▶ [Your goal] In this exercise, return the whole listing exactly, excluding any images.

▶ [Record set]
**********

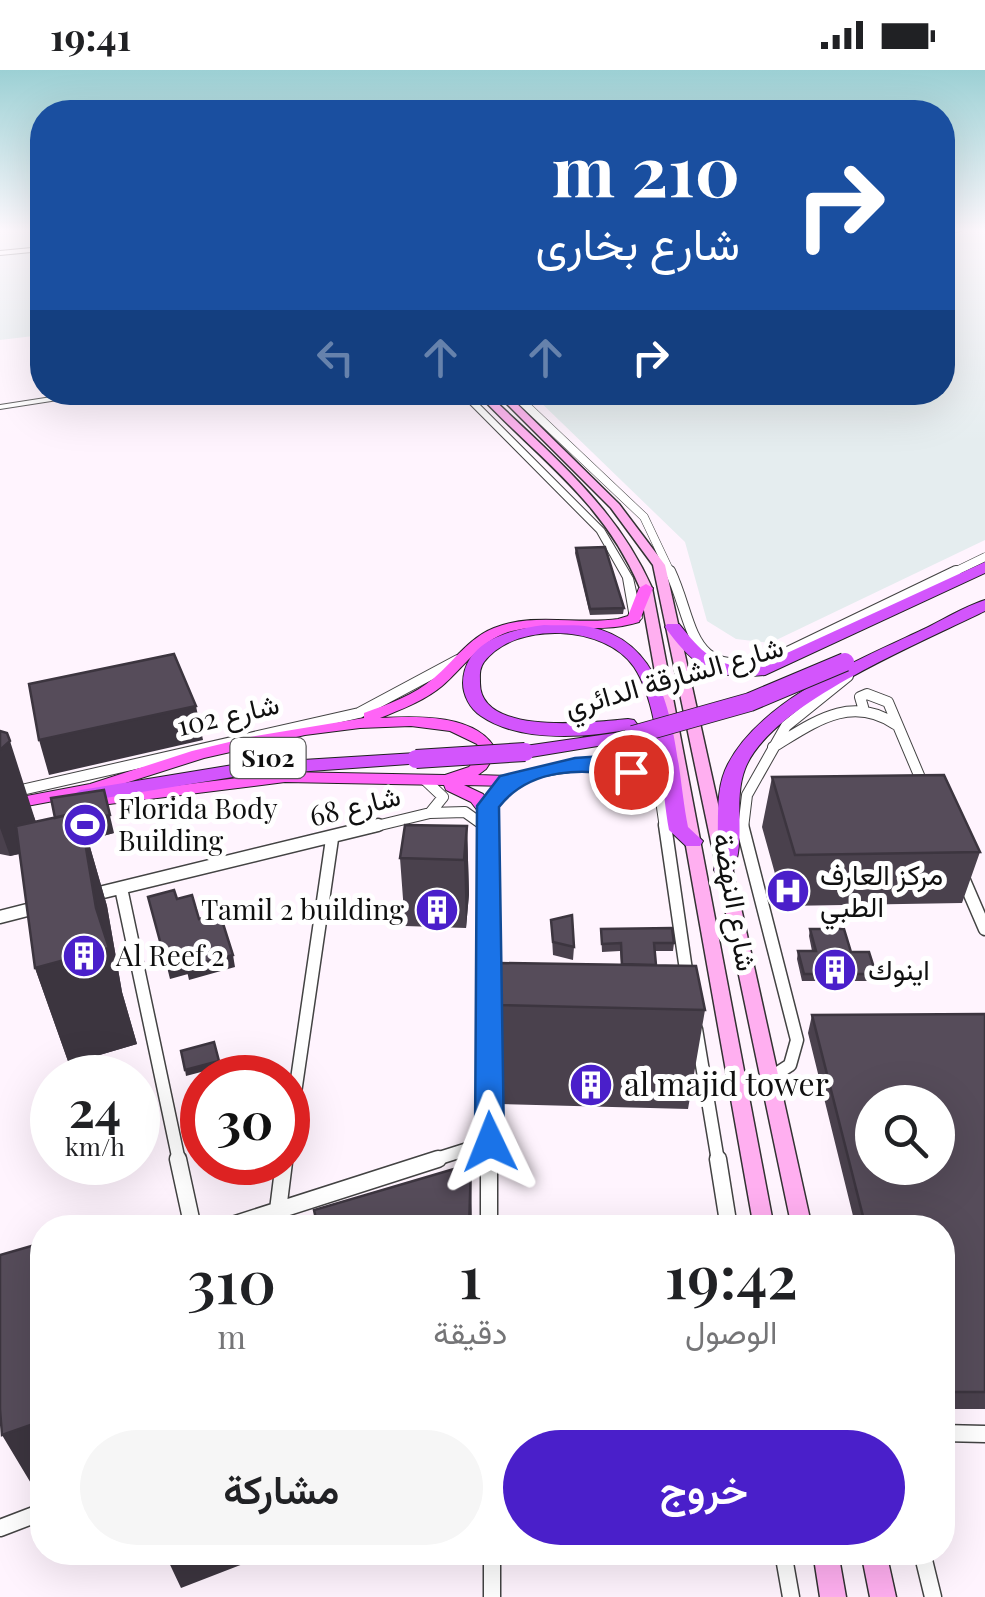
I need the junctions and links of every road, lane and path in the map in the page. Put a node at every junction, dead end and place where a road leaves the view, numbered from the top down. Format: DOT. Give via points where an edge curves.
graph roads {
  1 [pos="30,400"];
  2 [pos="30,401"];
  3 [pos="0,405"];
  4 [pos="475,405"];
  5 [pos="493,405"];
  6 [pos="516,405"];
  7 [pos="520,405"];
  8 [pos="523,410"];
  9 [pos="570,463"];
  10 [pos="602,476"];
  11 [pos="551,478"];
  12 [pos="575,486"];
  13 [pos="613,537"];
  14 [pos="985,557"];
  15 [pos="662,561"];
  16 [pos="985,566"];
  17 [pos="985,578"];
  18 [pos="646,588"];
  19 [pos="985,590"];
  20 [pos="985,604"];
  21 [pos="636,618"];
  22 [pos="673,626"];
  23 [pos="458,660"];
  24 [pos="843,664"];
  25 [pos="328,728"];
  26 [pos="631,729"];
  27 [pos="662,737"];
  28 [pos="773,747"];
  29 [pos="417,754"];
  30 [pos="119,780"];
  31 [pos="431,780"];
  32 [pos="508,781"];
  33 [pos="0,795"];
  34 [pos="661,798"];
  35 [pos="60,800"];
  36 [pos="0,806"];
  37 [pos="932,807"];
  38 [pos="430,813"];
  39 [pos="0,814"];
  40 [pos="487,819"];
  41 [pos="332,839"];
  42 [pos="694,841"];
  43 [pos="955,859"];
  44 [pos="724,870"];
  45 [pos="122,888"];
  46 [pos="84,896"];
  47 [pos="47,906"];
  48 [pos="0,916"];
  49 [pos="985,929"];
  50 [pos="692,1000"];
  51 [pos="695,1020"];
  52 [pos="301,1055"];
  53 [pos="770,1078"];
  54 [pos="490,1142"];
  55 [pos="281,1185"];
  56 [pos="278,1210"];
  57 [pos="190,1215"];
  58 [pos="263,1215"];
  59 [pos="490,1215"];
  60 [pos="727,1215"];
  61 [pos="762,1215"];
  62 [pos="799,1215"];
  63 [pos="955,1434"];
  64 [pos="985,1434"];
  65 [pos="30,1517"];
  66 [pos="0,1528"];
  67 [pos="492,1565"];
  68 [pos="786,1565"];
  69 [pos="827,1565"];
  70 [pos="877,1565"];
  71 [pos="925,1565"];
  72 [pos="492,1597"];
  73 [pos="791,1597"];
  74 [pos="833,1597"];
  75 [pos="883,1597"];
  76 [pos="933,1597"];
  1 -- 3 [label="street"];
  2 -- 3 [label="street"];
  4 -- 11 [label="street"];
  5 -- 12 [label="main road, شارع النهضة"];
  6 -- 8 [label="main road"];
  7 -- 8 [label="street"];
  8 -- 9 [label="main road"];
  8 -- 10 [label="street"];
  9 -- 10 [label="main road"];
  9 -- 15 [label="main road"];
  10 -- 15 [label="street" via="644,517"];
  11 -- 12 [label="main road"];
  11 -- 13 [label="street"];
  12 -- 13 [label="main road, شارع النهضة"];
  13 -- 18 [label="main road, شارع النهضة"];
  13 -- 21 [label="street"];
  14 -- 15 [label="street" via="753,664 697,646"];
  15 -- 22 [label="main road, شارع النهضة"];
  16 -- 22 [label="highway" via="765,670 704,664"];
  17 -- 24 [label="highway, شارع الشارقة الدائري / S102"];
  18 -- 21 [label="main road"];
  18 -- 42 [label="main road, شارع النهضة"];
  19 -- 24 [label="highway, شارع الشارقة الدائري / S102"];
  20 -- 24 [label="highway"];
  21 -- 23 [label="main road" via="612,625 519,626 484,638"];
  22 -- 44 [label="main road, شارع النهضة"];
  23 -- 25 [label="main road" via="440,681 403,704"];
  23 -- 33 [label="street, شارع 102" via="359,713"];
  24 -- 26 [label="highway, شارع الشارقة الدائري / S102, bridge" via="750,702"];
  24 -- 28 [label="street"];
  24 -- 44 [label="highway" via="744,750 730,787"];
  25 -- 30 [label="main road"];
  25 -- 31 [label="main road" via="428,722 459,727 484,741 489,752 482,766"];
  26 -- 27 [label="highway" via="566,732 507,721 472,692 472,668 485,650 525,633 565,630 617,642 648,669"];
  26 -- 29 [label="highway, شارع الشارقة الدائري / S102, bridge" via="526,748"];
  27 -- 34 [label="street" via="654,749"];
  27 -- 42 [label="highway" via="678,830"];
  28 -- 37 [label="street" via="840,710 863,706 898,726"];
  28 -- 53 [label="street" via="746,795 741,821 797,1040 790,1066"];
  29 -- 30 [label="highway, شارع 102 / S102" via="266,758"];
  29 -- 35 [label="highway, شارع 102 / S102" via="239,770"];
  30 -- 36 [label="main road, شارع 102 / S102"];
  31 -- 32 [label="main road"];
  31 -- 35 [label="main road" via="285,777"];
  31 -- 38 [label="street, شارع 68" via="443,797"];
  31 -- 40 [label="main road" via="470,793"];
  32 -- 34 [label="street" via="603,763 643,778"];
  32 -- 40 [label="street" via="491,798"];
  34 -- 50 [label="street"];
  35 -- 39 [label="main road, شارع 102 / S102"];
  38 -- 40 [label="street, شارع 68"];
  38 -- 41 [label="street, شارع 68"];
  40 -- 54 [label="street"];
  41 -- 45 [label="street, شارع 68"];
  41 -- 52 [label="street"];
  42 -- 61 [label="main road, شارع النهضة"];
  43 -- 49 [label="street"];
  44 -- 53 [label="main road, شارع النهضة"];
  45 -- 46 [label="street, شارع 68"];
  45 -- 57 [label="street"];
  47 -- 48 [label="street"];
  51 -- 60 [label="street"];
  53 -- 62 [label="main road, شارع النهضة"];
  54 -- 56 [label="street"];
  54 -- 59 [label="street"];
  55 -- 56 [label="street"];
  56 -- 58 [label="street"];
  63 -- 64 [label="street"];
  65 -- 66 [label="street"];
  67 -- 72 [label="street"];
  68 -- 73 [label="street"];
  69 -- 74 [label="main road"];
  70 -- 75 [label="main road"];
  71 -- 76 [label="street"];
}
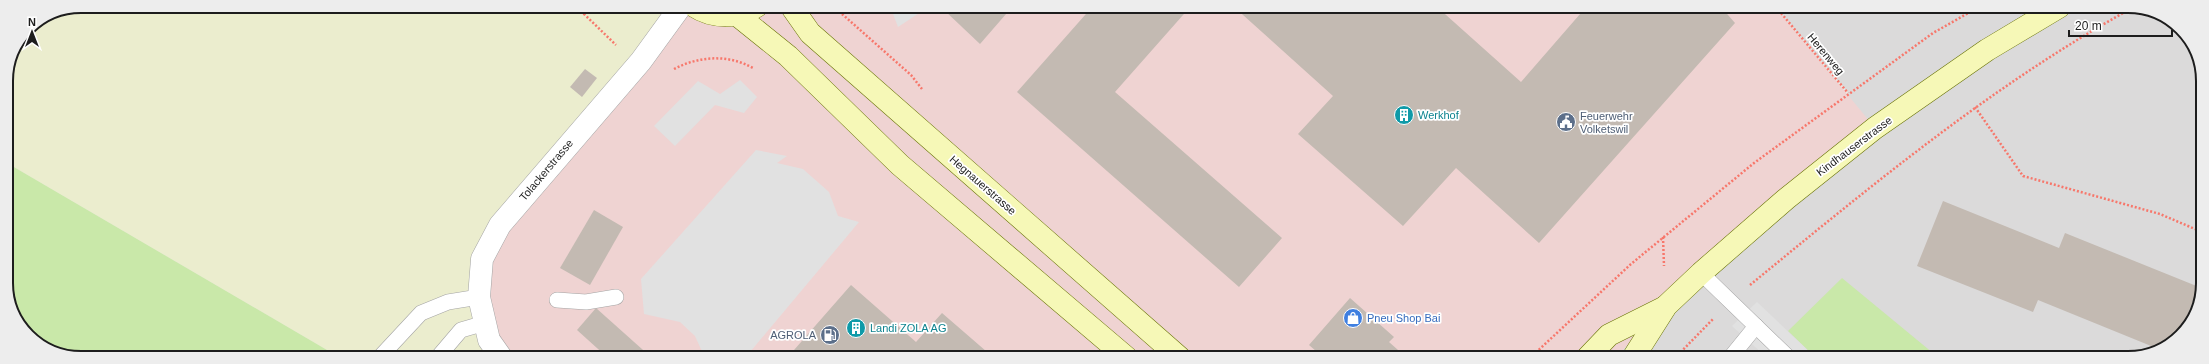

**********

▶ [Answer box]
I need the junctions and links of every road, lane and path in the map in the page. Put a node at every junction, dead end and place where a road leaves the view, numbered from the top down. Format: DOT. Give via points where an edge curves.
graph roads {
  1 [pos="30,400"];
  2 [pos="30,401"];
  3 [pos="0,405"];
  4 [pos="475,405"];
  5 [pos="493,405"];
  6 [pos="516,405"];
  7 [pos="520,405"];
  8 [pos="523,410"];
  9 [pos="570,463"];
  10 [pos="602,476"];
  11 [pos="551,478"];
  12 [pos="575,486"];
  13 [pos="613,537"];
  14 [pos="985,557"];
  15 [pos="662,561"];
  16 [pos="985,566"];
  17 [pos="985,578"];
  18 [pos="646,588"];
  19 [pos="985,590"];
  20 [pos="985,604"];
  21 [pos="636,618"];
  22 [pos="673,626"];
  23 [pos="458,660"];
  24 [pos="843,664"];
  25 [pos="328,728"];
  26 [pos="631,729"];
  27 [pos="662,737"];
  28 [pos="773,747"];
  29 [pos="417,754"];
  30 [pos="119,780"];
  31 [pos="431,780"];
  32 [pos="508,781"];
  33 [pos="0,795"];
  34 [pos="661,798"];
  35 [pos="60,800"];
  36 [pos="0,806"];
  37 [pos="932,807"];
  38 [pos="430,813"];
  39 [pos="0,814"];
  40 [pos="487,819"];
  41 [pos="332,839"];
  42 [pos="694,841"];
  43 [pos="955,859"];
  44 [pos="724,870"];
  45 [pos="122,888"];
  46 [pos="84,896"];
  47 [pos="47,906"];
  48 [pos="0,916"];
  49 [pos="985,929"];
  50 [pos="692,1000"];
  51 [pos="695,1020"];
  52 [pos="301,1055"];
  53 [pos="770,1078"];
  54 [pos="490,1142"];
  55 [pos="281,1185"];
  56 [pos="278,1210"];
  57 [pos="190,1215"];
  58 [pos="263,1215"];
  59 [pos="490,1215"];
  60 [pos="727,1215"];
  61 [pos="762,1215"];
  62 [pos="799,1215"];
  63 [pos="955,1434"];
  64 [pos="985,1434"];
  65 [pos="30,1517"];
  66 [pos="0,1528"];
  67 [pos="492,1565"];
  68 [pos="786,1565"];
  69 [pos="827,1565"];
  70 [pos="877,1565"];
  71 [pos="925,1565"];
  72 [pos="492,1597"];
  73 [pos="791,1597"];
  74 [pos="833,1597"];
  75 [pos="883,1597"];
  76 [pos="933,1597"];
  1 -- 3 [label="street"];
  2 -- 3 [label="street"];
  4 -- 11 [label="street"];
  5 -- 12 [label="main road, شارع النهضة"];
  6 -- 8 [label="main road"];
  7 -- 8 [label="street"];
  8 -- 9 [label="main road"];
  8 -- 10 [label="street"];
  9 -- 10 [label="main road"];
  9 -- 15 [label="main road"];
  10 -- 15 [label="street" via="644,517"];
  11 -- 12 [label="main road"];
  11 -- 13 [label="street"];
  12 -- 13 [label="main road, شارع النهضة"];
  13 -- 18 [label="main road, شارع النهضة"];
  13 -- 21 [label="street"];
  14 -- 15 [label="street" via="753,664 697,646"];
  15 -- 22 [label="main road, شارع النهضة"];
  16 -- 22 [label="highway" via="765,670 704,664"];
  17 -- 24 [label="highway, شارع الشارقة الدائري / S102"];
  18 -- 21 [label="main road"];
  18 -- 42 [label="main road, شارع النهضة"];
  19 -- 24 [label="highway, شارع الشارقة الدائري / S102"];
  20 -- 24 [label="highway"];
  21 -- 23 [label="main road" via="612,625 519,626 484,638"];
  22 -- 44 [label="main road, شارع النهضة"];
  23 -- 25 [label="main road" via="440,681 403,704"];
  23 -- 33 [label="street, شارع 102" via="359,713"];
  24 -- 26 [label="highway, شارع الشارقة الدائري / S102, bridge" via="750,702"];
  24 -- 28 [label="street"];
  24 -- 44 [label="highway" via="744,750 730,787"];
  25 -- 30 [label="main road"];
  25 -- 31 [label="main road" via="428,722 459,727 484,741 489,752 482,766"];
  26 -- 27 [label="highway" via="566,732 507,721 472,692 472,668 485,650 525,633 565,630 617,642 648,669"];
  26 -- 29 [label="highway, شارع الشارقة الدائري / S102, bridge" via="526,748"];
  27 -- 34 [label="street" via="654,749"];
  27 -- 42 [label="highway" via="678,830"];
  28 -- 37 [label="street" via="840,710 863,706 898,726"];
  28 -- 53 [label="street" via="746,795 741,821 797,1040 790,1066"];
  29 -- 30 [label="highway, شارع 102 / S102" via="266,758"];
  29 -- 35 [label="highway, شارع 102 / S102" via="239,770"];
  30 -- 36 [label="main road, شارع 102 / S102"];
  31 -- 32 [label="main road"];
  31 -- 35 [label="main road" via="285,777"];
  31 -- 38 [label="street, شارع 68" via="443,797"];
  31 -- 40 [label="main road" via="470,793"];
  32 -- 34 [label="street" via="603,763 643,778"];
  32 -- 40 [label="street" via="491,798"];
  34 -- 50 [label="street"];
  35 -- 39 [label="main road, شارع 102 / S102"];
  38 -- 40 [label="street, شارع 68"];
  38 -- 41 [label="street, شارع 68"];
  40 -- 54 [label="street"];
  41 -- 45 [label="street, شارع 68"];
  41 -- 52 [label="street"];
  42 -- 61 [label="main road, شارع النهضة"];
  43 -- 49 [label="street"];
  44 -- 53 [label="main road, شارع النهضة"];
  45 -- 46 [label="street, شارع 68"];
  45 -- 57 [label="street"];
  47 -- 48 [label="street"];
  51 -- 60 [label="street"];
  53 -- 62 [label="main road, شارع النهضة"];
  54 -- 56 [label="street"];
  54 -- 59 [label="street"];
  55 -- 56 [label="street"];
  56 -- 58 [label="street"];
  63 -- 64 [label="street"];
  65 -- 66 [label="street"];
  67 -- 72 [label="street"];
  68 -- 73 [label="street"];
  69 -- 74 [label="main road"];
  70 -- 75 [label="main road"];
  71 -- 76 [label="street"];
}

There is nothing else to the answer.